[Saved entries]
- - - -
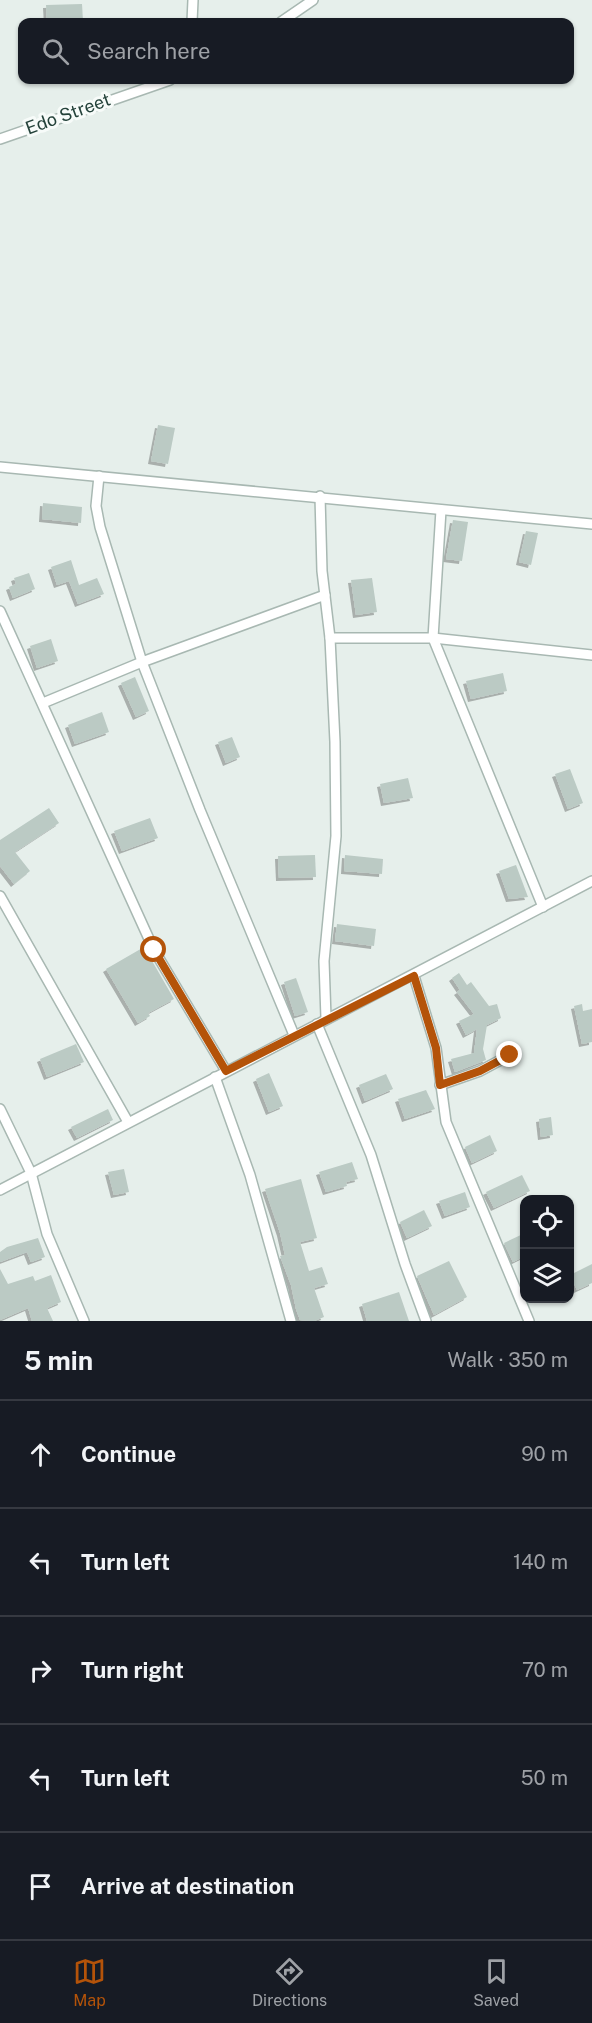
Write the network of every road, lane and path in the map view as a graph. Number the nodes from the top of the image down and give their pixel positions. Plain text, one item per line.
1 (193, 0) edge
2 (313, 0) edge
3 (192, 18) edge
4 (287, 18) edge
5 (158, 84) edge
6 (0, 139) edge
7 (0, 467) edge
8 (99, 476) junction
9 (320, 496) junction
10 (441, 510) junction
11 (592, 524) edge
12 (325, 596) junction
13 (0, 611) edge
14 (330, 638) junction
15 (433, 638) junction
16 (592, 655) edge
17 (142, 662) junction
18 (43, 703) junction
19 (592, 881) edge
20 (0, 896) edge
21 (543, 908) junction
22 (414, 976) junction
23 (326, 1018) junction
24 (316, 1024) junction
25 (294, 1035) junction
26 (510, 1055) dead end
27 (226, 1071) junction
28 (215, 1077) junction
29 (440, 1085) junction
30 (0, 1109) edge
31 (128, 1122) junction
32 (32, 1173) junction
33 (0, 1190) edge
34 (84, 1321) edge
35 (291, 1321) edge
36 (426, 1321) edge
37 (530, 1321) edge

1 - 3 street
2 - 4 street
5 - 6 street, Edo Street
7 - 8 street
8 - 9 street
8 - 17 street
9 - 10 street
9 - 12 street
10 - 11 street
10 - 15 street
12 - 14 street
12 - 17 street
13 - 18 street
14 - 15 street
14 - 23 street
15 - 16 street
15 - 21 street
17 - 18 street
17 - 25 street
18 - 27 street
19 - 21 street
20 - 31 street
21 - 22 street
22 - 23 street
22 - 29 street
23 - 24 street
24 - 25 street
24 - 36 street
25 - 27 street
26 - 29 street
27 - 28 street
28 - 31 street
28 - 35 street
29 - 37 street
30 - 32 street
31 - 32 street
32 - 33 street
32 - 34 street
- - - -
*Task brief:* Using the data above, print every line exactly, omitting pictures.

*Output for this exercise:*
Write the network of every road, lane and path in the map view as a graph. Number the nodes from the top of the image down and give their pixel positions. Plain text, one item per line.
1 (193, 0) edge
2 (313, 0) edge
3 (192, 18) edge
4 (287, 18) edge
5 (158, 84) edge
6 (0, 139) edge
7 (0, 467) edge
8 (99, 476) junction
9 (320, 496) junction
10 (441, 510) junction
11 (592, 524) edge
12 (325, 596) junction
13 (0, 611) edge
14 (330, 638) junction
15 (433, 638) junction
16 (592, 655) edge
17 (142, 662) junction
18 (43, 703) junction
19 (592, 881) edge
20 (0, 896) edge
21 (543, 908) junction
22 (414, 976) junction
23 (326, 1018) junction
24 (316, 1024) junction
25 (294, 1035) junction
26 (510, 1055) dead end
27 (226, 1071) junction
28 (215, 1077) junction
29 (440, 1085) junction
30 (0, 1109) edge
31 (128, 1122) junction
32 (32, 1173) junction
33 (0, 1190) edge
34 (84, 1321) edge
35 (291, 1321) edge
36 (426, 1321) edge
37 (530, 1321) edge

1 - 3 street
2 - 4 street
5 - 6 street, Edo Street
7 - 8 street
8 - 9 street
8 - 17 street
9 - 10 street
9 - 12 street
10 - 11 street
10 - 15 street
12 - 14 street
12 - 17 street
13 - 18 street
14 - 15 street
14 - 23 street
15 - 16 street
15 - 21 street
17 - 18 street
17 - 25 street
18 - 27 street
19 - 21 street
20 - 31 street
21 - 22 street
22 - 23 street
22 - 29 street
23 - 24 street
24 - 25 street
24 - 36 street
25 - 27 street
26 - 29 street
27 - 28 street
28 - 31 street
28 - 35 street
29 - 37 street
30 - 32 street
31 - 32 street
32 - 33 street
32 - 34 street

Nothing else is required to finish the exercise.